- _Records to process_
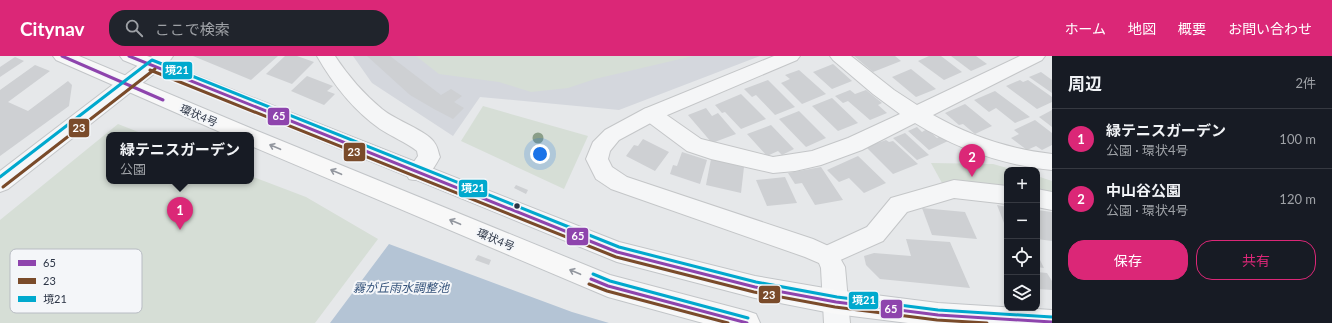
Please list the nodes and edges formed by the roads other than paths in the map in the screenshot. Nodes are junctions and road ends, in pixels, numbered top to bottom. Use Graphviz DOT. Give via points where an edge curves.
graph roads {
  1 [pos="62,56"];
  2 [pos="129,56"];
  3 [pos="326,56"];
  4 [pos="791,56"];
  5 [pos="839,56"];
  6 [pos="1036,56"];
  7 [pos="158,61"];
  8 [pos="128,85"];
  9 [pos="651,114"];
  10 [pos="915,114"];
  11 [pos="240,132"];
  12 [pos="254,138"];
  13 [pos="1052,162"];
  14 [pos="417,173"];
  15 [pos="0,183"];
  16 [pos="1004,195"];
  17 [pos="1040,199"];
  18 [pos="1052,201"];
  19 [pos="827,256"];
  20 [pos="836,312"];
  21 [pos="1052,322"];
  22 [pos="747,323"];
  1 -- 8 [label="main road, 環状4号"];
  2 -- 7 [label="main road"];
  3 -- 14 [label="street" via="333,69 363,103 385,122 428,149 429,157"];
  4 -- 9 [label="street"];
  5 -- 10 [label="street" via="892,99"];
  6 -- 10 [label="street"];
  7 -- 8 [label="street"];
  7 -- 14 [label="main road"];
  8 -- 11 [label="main road, 環状4号"];
  8 -- 15 [label="street"];
  9 -- 10 [label="street" via="694,144 711,151 773,165 814,159 855,144"];
  9 -- 19 [label="street" via="612,135 600,148 597,159 604,173 619,183 814,249"];
  10 -- 13 [label="street" via="982,147 1035,161"];
  22 -- 12 [label="main road, 環状4号, one-way" via="608,286"];
  14 -- 20 [label="main road" via="617,252 755,287"];
  16 -- 19 [label="street" via="954,189 899,204 875,234"];
  17 -- 18 [label="street"];
  19 -- 20 [label="street" via="833,267"];
  20 -- 21 [label="main road"];
}
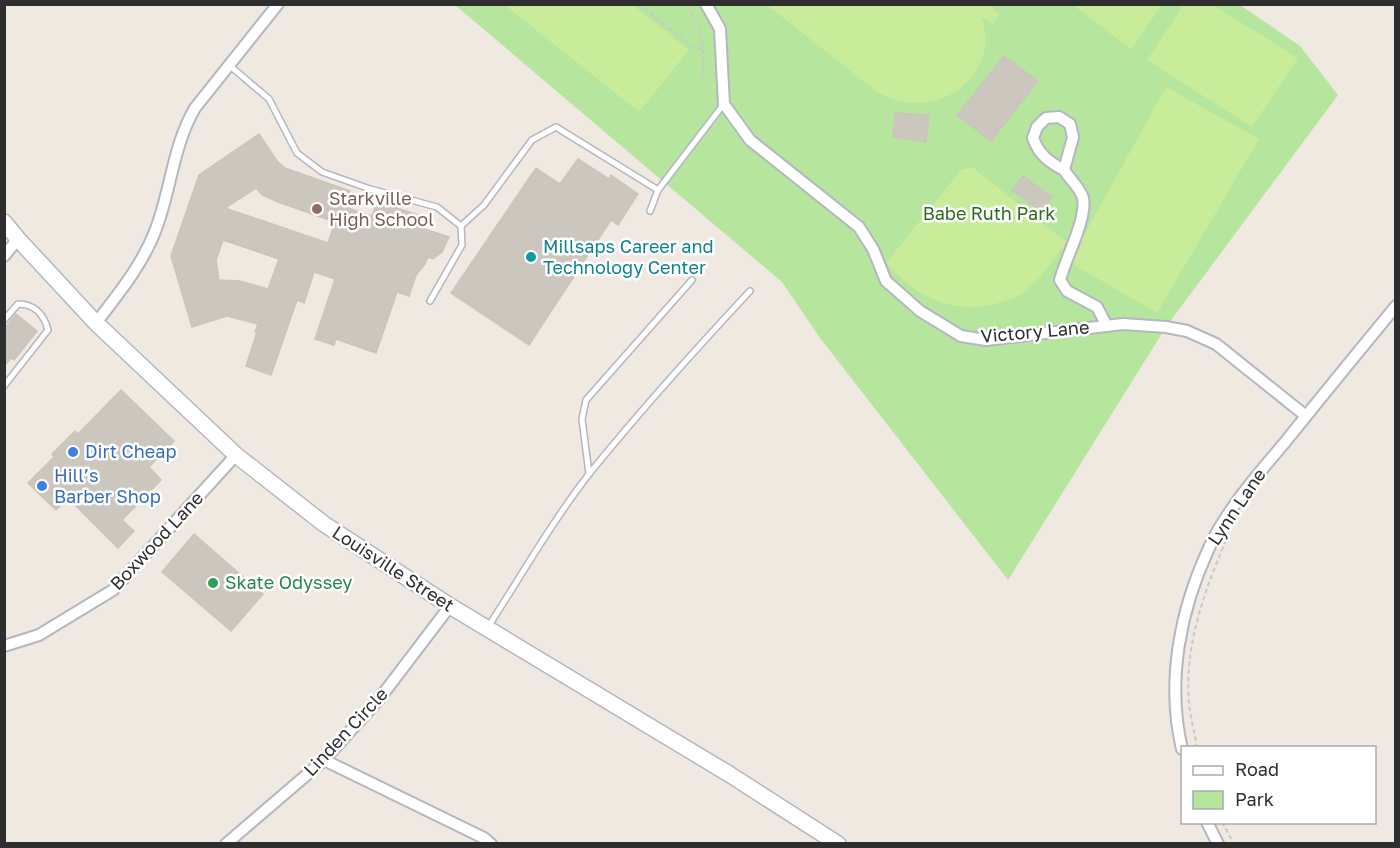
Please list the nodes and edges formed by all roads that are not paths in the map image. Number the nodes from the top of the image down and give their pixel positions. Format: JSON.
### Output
{"nodes":[{"id":1,"x":278,"y":4,"type":"edge"},
{"id":2,"x":706,"y":4,"type":"edge"},
{"id":3,"x":229,"y":65,"type":"junction"},
{"id":4,"x":724,"y":104,"type":"junction"},
{"id":5,"x":1064,"y":170,"type":"junction"},
{"id":6,"x":658,"y":190,"type":"junction"},
{"id":7,"x":650,"y":211,"type":"dead end"},
{"id":8,"x":4,"y":222,"type":"edge"},
{"id":9,"x":461,"y":226,"type":"junction"},
{"id":10,"x":18,"y":239,"type":"junction"},
{"id":11,"x":4,"y":256,"type":"edge"},
{"id":12,"x":692,"y":280,"type":"dead end"},
{"id":13,"x":750,"y":291,"type":"dead end"},
{"id":14,"x":430,"y":300,"type":"dead end"},
{"id":15,"x":1395,"y":306,"type":"edge"},
{"id":16,"x":4,"y":320,"type":"edge"},
{"id":17,"x":96,"y":323,"type":"junction"},
{"id":18,"x":1107,"y":326,"type":"junction"},
{"id":19,"x":4,"y":386,"type":"edge"},
{"id":20,"x":1306,"y":416,"type":"junction"},
{"id":21,"x":236,"y":455,"type":"junction"},
{"id":22,"x":589,"y":474,"type":"junction"},
{"id":23,"x":450,"y":606,"type":"junction"},
{"id":24,"x":487,"y":628,"type":"junction"},
{"id":25,"x":4,"y":646,"type":"edge"},
{"id":26,"x":1182,"y":746,"type":"edge"},
{"id":27,"x":324,"y":760,"type":"junction"},
{"id":28,"x":1208,"y":824,"type":"edge"},
{"id":29,"x":485,"y":842,"type":"edge"},
{"id":30,"x":226,"y":843,"type":"edge"},
{"id":31,"x":836,"y":843,"type":"edge"},
{"id":32,"x":1218,"y":843,"type":"edge"}],
"edges":[{"from":1,"to":3,"type":"street"},
{"from":2,"to":4,"type":"street"},
{"from":3,"to":9,"type":"lane"},
{"from":3,"to":17,"type":"street"},
{"from":4,"to":6,"type":"lane"},
{"from":4,"to":18,"type":"street","name":"Victory Lane"},
{"from":5,"to":5,"type":"street"},
{"from":5,"to":18,"type":"street"},
{"from":6,"to":7,"type":"lane"},
{"from":6,"to":9,"type":"lane"},
{"from":8,"to":10,"type":"main road","name":"Louisville Street"},
{"from":9,"to":14,"type":"lane"},
{"from":10,"to":11,"type":"street"},
{"from":10,"to":17,"type":"main road","name":"Louisville Street"},
{"from":12,"to":22,"type":"lane"},
{"from":13,"to":22,"type":"lane"},
{"from":15,"to":20,"type":"street","name":"Lynn Lane"},
{"from":16,"to":19,"type":"lane"},
{"from":17,"to":21,"type":"main road","name":"Louisville Street"},
{"from":18,"to":20,"type":"street","name":"Victory Lane"},
{"from":20,"to":26,"type":"street","name":"Lynn Lane"},
{"from":21,"to":23,"type":"main road","name":"Louisville Street"},
{"from":21,"to":25,"type":"street","name":"Boxwood Lane"},
{"from":22,"to":24,"type":"lane"},
{"from":23,"to":24,"type":"main road","name":"Louisville Street"},
{"from":23,"to":27,"type":"street","name":"Linden Circle"},
{"from":24,"to":31,"type":"main road","name":"Louisville Street"},
{"from":27,"to":29,"type":"street"},
{"from":27,"to":30,"type":"street","name":"Linden Circle"},
{"from":28,"to":32,"type":"street"}]}
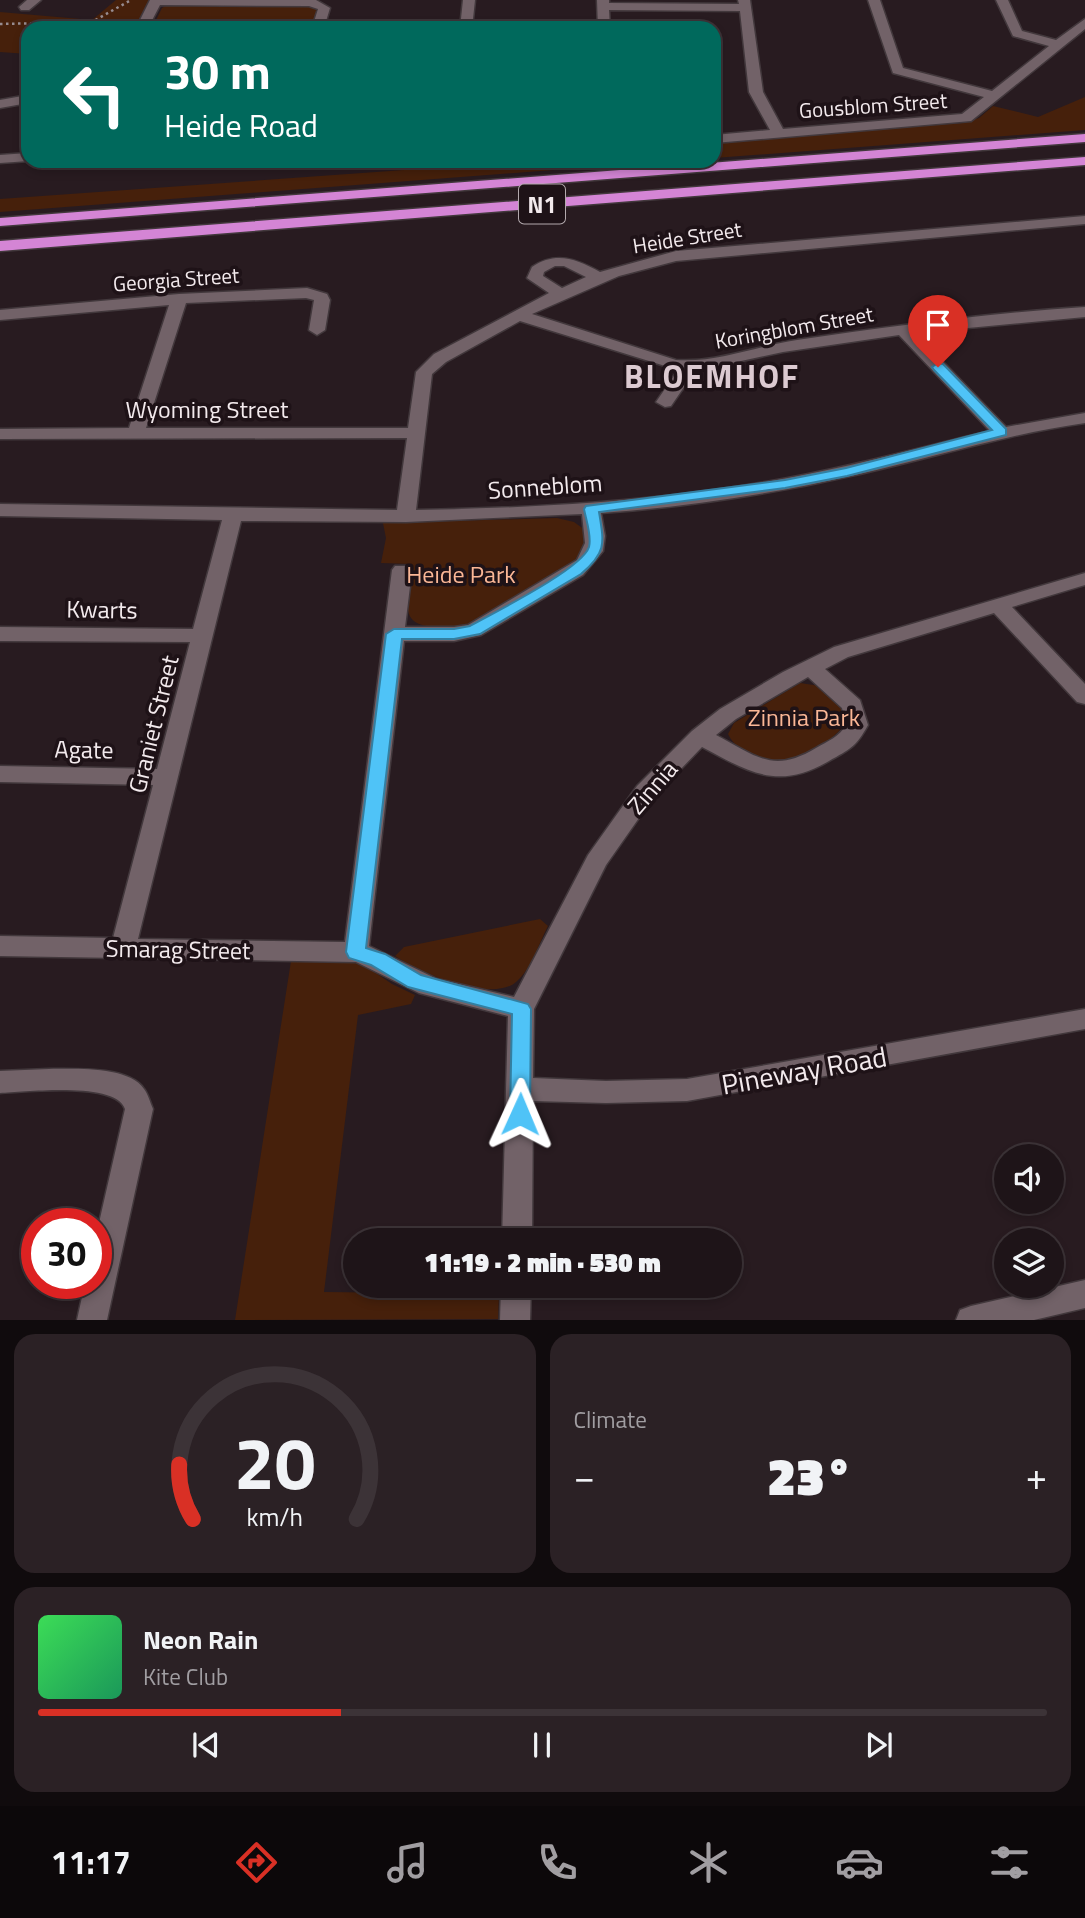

- _Work required_
Which lines of the data include the word "nodes"? Copy each one.

- _Answer section_
Please list the nodes and edges formed by the roads other than paths in the map in the screenshot. Nodes are junctions and road ends, in pixels, numbered top to bottom. Use Graphviz DOT. Give via points where an edge curves.
Please list the nodes and edges formed by all roads that are not paths in the map image. Number the nodes from the top of the image down and give their pixel positions. Format: JSON.
{"nodes":[{"id":1,"x":278,"y":4,"type":"edge"},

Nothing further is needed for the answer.